# Travel Zacatecas o Colima?



## perezl (Nov 16, 2012)

I am travelling to Guadalajara, Queretaro, Tequisquiapan & San Miguel de Allende. 
We still have 4-5 days.... any advise?--- Add Zacatecas/Aguascalientes or Colima/ Tecuman beach. A little afraid that Colima will be too hot... but we like nice beaches. Most of the travel will be on bus, but last days will be in car rental. What would you do? Are you familiar? We fly home to California from Guadalajara. Part of these choices is to just enjoy adventure and explore. Bur we are also checking these places out to see where we want to live in a few years (retirement is down the road and approaching). (3 week trip) If we don't make the beach, thinking we can go to mineral pools...


----------



## AlanMexicali (Jun 1, 2011)

The large colonial city of San Luis Potosi and La Hausteca region of the state. It has thermal springs and natural beauty. Or San Luis Potosi and Zacatecas, 180 kilometers north. Aguascalientes is boring. IMO You might want to spend a day walking around the colonial centers of the cities of Guanajuato or Leon as well if you have a car. All nice places to retire.


----------



## sparks (Jun 17, 2007)

>>>>> or Colima/ Tecuman beach

Tecoman beach .... better known as Pascuales is not really a nice beach, it's a destination for surfers. Much of that area has black sand beaches (volcanic). It's also pretty isolated unless you have a car. The recent huge surf all along the coast wiped out many of the beach palapas and restaurants. If you have to go to a beach then Manzanillo

It's already warm here on the coast and in a month or two it approaches painful if you are not used to it


----------



## Anonimo (Apr 8, 2012)

Colima is a nice city, but when we were there in January back in the 90s, it was fairly hot.

Zacatecas is a WONDERFUL city. We have been there twice. It has its own special frontier style, with culture. At around 8000 feet asl, it shouldn't be hot.


----------



## TundraGreen (Jul 15, 2010)

Anonimo said:


> Colima is a nice city, but when we were there in January back in the 90s, it was fairly hot.
> 
> Zacatecas is a WONDERFUL city. We have been there twice. It has its own special frontier style, with culture. At around 8000 feet asl, it shouldn't be hot.


But it can be cold. 

On the Saturday before Easter Sunday (Sabado de Gloria), there is a horse and rider festival in nearby Jerez that is worth the trip. The whole town turns into a party with an all day parade of horses and riders in costume on the main street, bands everywhere, food everywhere. It was a fun day.


----------



## Cristobal (Nov 25, 2014)

sparks said:


> It's already warm here on the coast and in a month or two it approaches painful if you are not used to it


It feels quite pleasant yet to us. We've been sleeping with no fan on. The days don't seem much hotter than a month ago. It is much more comfortable here than in Guadalajara.


----------



## sparks (Jun 17, 2007)

Cristobal said:


> It feels quite pleasant yet to us. We've been sleeping with no fan on. The days don't seem much hotter than a month ago. It is much more comfortable here than in Guadalajara.
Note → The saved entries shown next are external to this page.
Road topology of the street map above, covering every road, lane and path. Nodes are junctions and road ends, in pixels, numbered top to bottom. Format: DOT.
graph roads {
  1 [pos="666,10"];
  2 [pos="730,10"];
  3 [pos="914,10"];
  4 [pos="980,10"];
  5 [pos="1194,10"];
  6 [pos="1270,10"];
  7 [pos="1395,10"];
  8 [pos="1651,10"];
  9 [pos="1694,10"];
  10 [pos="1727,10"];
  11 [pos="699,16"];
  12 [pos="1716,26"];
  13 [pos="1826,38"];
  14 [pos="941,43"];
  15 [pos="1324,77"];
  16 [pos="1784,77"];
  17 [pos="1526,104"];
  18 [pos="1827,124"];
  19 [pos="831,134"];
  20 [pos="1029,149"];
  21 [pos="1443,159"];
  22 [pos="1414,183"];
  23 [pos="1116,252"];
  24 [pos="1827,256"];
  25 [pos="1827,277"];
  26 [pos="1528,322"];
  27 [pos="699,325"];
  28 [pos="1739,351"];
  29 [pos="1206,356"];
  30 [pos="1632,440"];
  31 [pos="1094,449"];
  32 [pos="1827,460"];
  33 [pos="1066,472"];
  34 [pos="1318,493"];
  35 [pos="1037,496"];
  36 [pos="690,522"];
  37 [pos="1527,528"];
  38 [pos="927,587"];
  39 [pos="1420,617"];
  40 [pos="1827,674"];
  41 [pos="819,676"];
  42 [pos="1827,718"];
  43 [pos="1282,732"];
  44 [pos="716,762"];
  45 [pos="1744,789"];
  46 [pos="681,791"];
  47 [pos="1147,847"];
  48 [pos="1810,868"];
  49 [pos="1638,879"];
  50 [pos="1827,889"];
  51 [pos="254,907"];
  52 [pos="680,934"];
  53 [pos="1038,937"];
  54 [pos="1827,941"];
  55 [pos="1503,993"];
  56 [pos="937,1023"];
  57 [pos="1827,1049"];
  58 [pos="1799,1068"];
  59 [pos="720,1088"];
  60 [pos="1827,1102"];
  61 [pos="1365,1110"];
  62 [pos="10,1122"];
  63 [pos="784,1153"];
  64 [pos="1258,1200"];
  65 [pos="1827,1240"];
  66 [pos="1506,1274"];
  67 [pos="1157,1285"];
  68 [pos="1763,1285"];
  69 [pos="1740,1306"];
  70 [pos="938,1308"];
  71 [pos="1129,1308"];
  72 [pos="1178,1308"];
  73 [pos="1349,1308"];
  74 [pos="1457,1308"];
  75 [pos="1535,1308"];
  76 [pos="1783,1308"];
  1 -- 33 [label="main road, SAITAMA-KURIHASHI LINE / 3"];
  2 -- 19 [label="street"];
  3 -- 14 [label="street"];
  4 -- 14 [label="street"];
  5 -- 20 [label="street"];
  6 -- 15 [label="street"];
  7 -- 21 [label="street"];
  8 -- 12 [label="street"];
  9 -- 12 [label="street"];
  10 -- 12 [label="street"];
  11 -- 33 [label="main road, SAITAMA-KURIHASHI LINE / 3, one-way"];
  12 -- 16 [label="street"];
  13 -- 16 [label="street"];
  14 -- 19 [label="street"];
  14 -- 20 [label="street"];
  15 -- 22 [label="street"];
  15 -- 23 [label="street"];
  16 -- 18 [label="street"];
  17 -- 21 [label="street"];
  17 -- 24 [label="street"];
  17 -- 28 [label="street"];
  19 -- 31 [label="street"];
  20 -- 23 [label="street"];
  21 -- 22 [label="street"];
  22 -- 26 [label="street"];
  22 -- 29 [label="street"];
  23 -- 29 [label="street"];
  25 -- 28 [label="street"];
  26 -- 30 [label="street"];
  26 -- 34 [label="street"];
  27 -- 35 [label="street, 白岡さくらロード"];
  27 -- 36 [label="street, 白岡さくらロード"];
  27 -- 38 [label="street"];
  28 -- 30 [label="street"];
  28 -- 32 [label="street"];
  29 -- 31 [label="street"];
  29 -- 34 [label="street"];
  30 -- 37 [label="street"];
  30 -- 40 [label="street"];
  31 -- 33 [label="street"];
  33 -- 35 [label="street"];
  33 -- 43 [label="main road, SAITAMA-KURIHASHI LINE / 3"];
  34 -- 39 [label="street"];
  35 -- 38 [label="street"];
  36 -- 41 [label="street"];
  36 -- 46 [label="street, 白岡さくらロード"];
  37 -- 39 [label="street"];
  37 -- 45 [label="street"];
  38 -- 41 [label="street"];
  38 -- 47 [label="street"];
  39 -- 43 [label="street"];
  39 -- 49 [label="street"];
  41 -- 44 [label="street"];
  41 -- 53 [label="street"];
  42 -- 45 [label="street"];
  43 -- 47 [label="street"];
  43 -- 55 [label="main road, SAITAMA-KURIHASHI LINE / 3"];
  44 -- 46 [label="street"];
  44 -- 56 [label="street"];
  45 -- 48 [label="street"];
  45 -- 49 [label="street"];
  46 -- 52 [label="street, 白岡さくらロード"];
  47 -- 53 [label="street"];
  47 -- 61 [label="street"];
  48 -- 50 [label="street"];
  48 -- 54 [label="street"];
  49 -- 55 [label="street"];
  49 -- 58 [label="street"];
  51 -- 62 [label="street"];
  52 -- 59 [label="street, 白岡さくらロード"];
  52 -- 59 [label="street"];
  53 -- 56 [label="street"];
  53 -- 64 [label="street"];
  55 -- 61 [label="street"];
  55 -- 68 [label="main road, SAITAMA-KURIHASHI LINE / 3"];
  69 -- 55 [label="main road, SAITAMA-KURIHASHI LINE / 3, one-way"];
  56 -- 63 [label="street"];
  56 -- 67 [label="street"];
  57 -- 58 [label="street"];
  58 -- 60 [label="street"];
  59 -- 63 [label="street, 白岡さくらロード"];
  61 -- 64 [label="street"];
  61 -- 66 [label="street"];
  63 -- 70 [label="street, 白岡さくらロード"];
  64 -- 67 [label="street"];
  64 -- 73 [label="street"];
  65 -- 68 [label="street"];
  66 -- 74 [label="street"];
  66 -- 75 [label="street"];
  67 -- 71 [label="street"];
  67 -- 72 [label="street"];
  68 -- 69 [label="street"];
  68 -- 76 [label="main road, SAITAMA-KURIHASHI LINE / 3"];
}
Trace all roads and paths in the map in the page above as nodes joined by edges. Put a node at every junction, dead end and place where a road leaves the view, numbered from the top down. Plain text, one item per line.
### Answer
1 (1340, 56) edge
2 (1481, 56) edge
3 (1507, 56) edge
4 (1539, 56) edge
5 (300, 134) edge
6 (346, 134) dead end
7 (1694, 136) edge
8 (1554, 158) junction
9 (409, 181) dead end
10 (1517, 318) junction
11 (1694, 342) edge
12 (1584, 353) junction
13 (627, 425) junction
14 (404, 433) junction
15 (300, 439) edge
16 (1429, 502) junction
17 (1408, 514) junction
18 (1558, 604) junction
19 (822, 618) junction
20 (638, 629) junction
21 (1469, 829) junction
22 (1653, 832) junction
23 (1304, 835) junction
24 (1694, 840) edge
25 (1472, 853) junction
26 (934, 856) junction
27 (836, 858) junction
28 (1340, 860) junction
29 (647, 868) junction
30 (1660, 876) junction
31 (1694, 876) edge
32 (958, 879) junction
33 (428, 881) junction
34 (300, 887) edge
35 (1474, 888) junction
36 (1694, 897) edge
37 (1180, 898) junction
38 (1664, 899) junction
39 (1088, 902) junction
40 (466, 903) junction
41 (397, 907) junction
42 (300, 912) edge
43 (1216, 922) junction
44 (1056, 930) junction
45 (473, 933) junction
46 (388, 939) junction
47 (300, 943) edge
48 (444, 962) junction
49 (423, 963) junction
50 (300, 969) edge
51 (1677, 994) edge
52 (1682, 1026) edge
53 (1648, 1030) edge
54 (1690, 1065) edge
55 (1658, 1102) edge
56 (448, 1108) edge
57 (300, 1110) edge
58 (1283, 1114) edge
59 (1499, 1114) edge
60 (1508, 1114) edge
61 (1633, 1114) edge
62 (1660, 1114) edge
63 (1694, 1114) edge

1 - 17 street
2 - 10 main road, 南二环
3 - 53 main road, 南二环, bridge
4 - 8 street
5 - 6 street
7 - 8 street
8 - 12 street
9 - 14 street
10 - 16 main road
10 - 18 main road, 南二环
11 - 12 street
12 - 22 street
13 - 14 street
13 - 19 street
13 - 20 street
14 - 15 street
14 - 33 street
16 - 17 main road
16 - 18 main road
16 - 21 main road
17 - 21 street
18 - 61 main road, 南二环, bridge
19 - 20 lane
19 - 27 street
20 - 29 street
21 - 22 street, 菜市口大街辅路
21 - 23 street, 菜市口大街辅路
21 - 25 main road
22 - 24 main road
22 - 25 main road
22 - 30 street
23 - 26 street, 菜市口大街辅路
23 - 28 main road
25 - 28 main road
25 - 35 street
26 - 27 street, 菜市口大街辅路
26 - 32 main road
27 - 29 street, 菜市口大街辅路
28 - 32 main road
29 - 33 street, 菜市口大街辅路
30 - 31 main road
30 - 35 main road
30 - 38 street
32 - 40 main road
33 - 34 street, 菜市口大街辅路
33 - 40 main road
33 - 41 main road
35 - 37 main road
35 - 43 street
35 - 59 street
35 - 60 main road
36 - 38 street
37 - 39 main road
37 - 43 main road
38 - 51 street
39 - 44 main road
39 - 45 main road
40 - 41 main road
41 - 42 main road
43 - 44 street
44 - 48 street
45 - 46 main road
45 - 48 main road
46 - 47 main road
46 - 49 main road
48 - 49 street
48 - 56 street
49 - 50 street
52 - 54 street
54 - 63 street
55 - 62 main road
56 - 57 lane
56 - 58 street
I agree nights are nice right now getting into the low 70's. Working outside mid-day is another thing. Don't think they said when they wanted to come


----------



## Longford (May 25, 2012)

perezl said:


> I am travelling to Guadalajara, Queretaro, Tequisquiapan & San Miguel de Allende.
> We still have 4-5 days.... any advise?--- Add Zacatecas/Aguascalientes or Colima/ Tecuman beach. A little afraid that Colima will be too hot... but we like nice beaches. Most of the travel will be on bus, but last days will be in car rental. What would you do? Are you familiar? We fly home to California from Guadalajara. Part of these choices is to just enjoy adventure and explore. Bur we are also checking these places out to see where we want to live in a few years (retirement is down the road and approaching). (3 week trip) If we don't make the beach, thinking we can go to mineral pools...


When do you plan to make this trip? Knowing the answer to the "when?" question will get you the best answers, IMO.

I believe the city of *Zacatecas* is one of the most fascinating and deserving destinations to visit, overlooked by expat visitors. Far more interesting than the city of Oaxaca, and if you like San Miguel de Allende I suspect you will absolutely fall in love with Zacatecas. I can envision myself not only visiting more, but one day relocating there. As mentioned already, however, at times it can be cool to cold some Winter mornings. I'm from Chicago, though ... and the Winter a.m. temps in Zacatecas probably wouldn't bother me much. Also, too, I lived in Mexico City where Winter mornings/overnight temperatures can get below 40.

As for the city of *Aguascalientes*: I've enjoyed visiting there and believe it's, also, one of the places too many expats overlook. The city center is an enjoyable/relaxing place to spend time, IMO. I haven't checked on Winter weather, but I've been there in October and the weather was wonderful.


----------



## CAchicana (Mar 27, 2015)

sparks said:


> >>>>> or Colima/ Tecuman beach
> 
> Tecoman beach .... better known as Pascuales is not really a nice beach, it's a destination for surfers. Much of that area has black sand beaches (volcanic). It's also pretty isolated unless you have a car. The recent huge surf all along the coast wiped out many of the beach palapas and restaurants. If you have to go to a beach then Manzanillo
> 
> It's already warm here on the coast and in a month or two it approaches painful if you are not used to it


Thank you, we ended up avoiding the hot weather and went to Zacatecas instead. Had a very good stay there. Four nights. For retirement I was not sure it was for me. It is not as close to D.F. or other places that I would like to easily visit on weekends. I definitely would go back to Zacatecas. Very cool place (doble sentido).


----------



## mes1952 (Dec 11, 2012)

Zacatecas is on my bucket list for 2016. The fact that is is "overlooked by tourists esp. Americans" is a good sign that it will be more affordable and more authentic.


----------



## CAchicana (Mar 27, 2015)

It was definitely very authentic and had a lot of free community activities . Great art museums and history museum (Pancho villa). Shopping was not cheap, but found very great selection of silver jewelry and other fine art. It was really nice and people are out and around slot. It's very dynamic. Be sure to visit the old bullring that was turned into a hotel (Quinta Real Hotel).


----------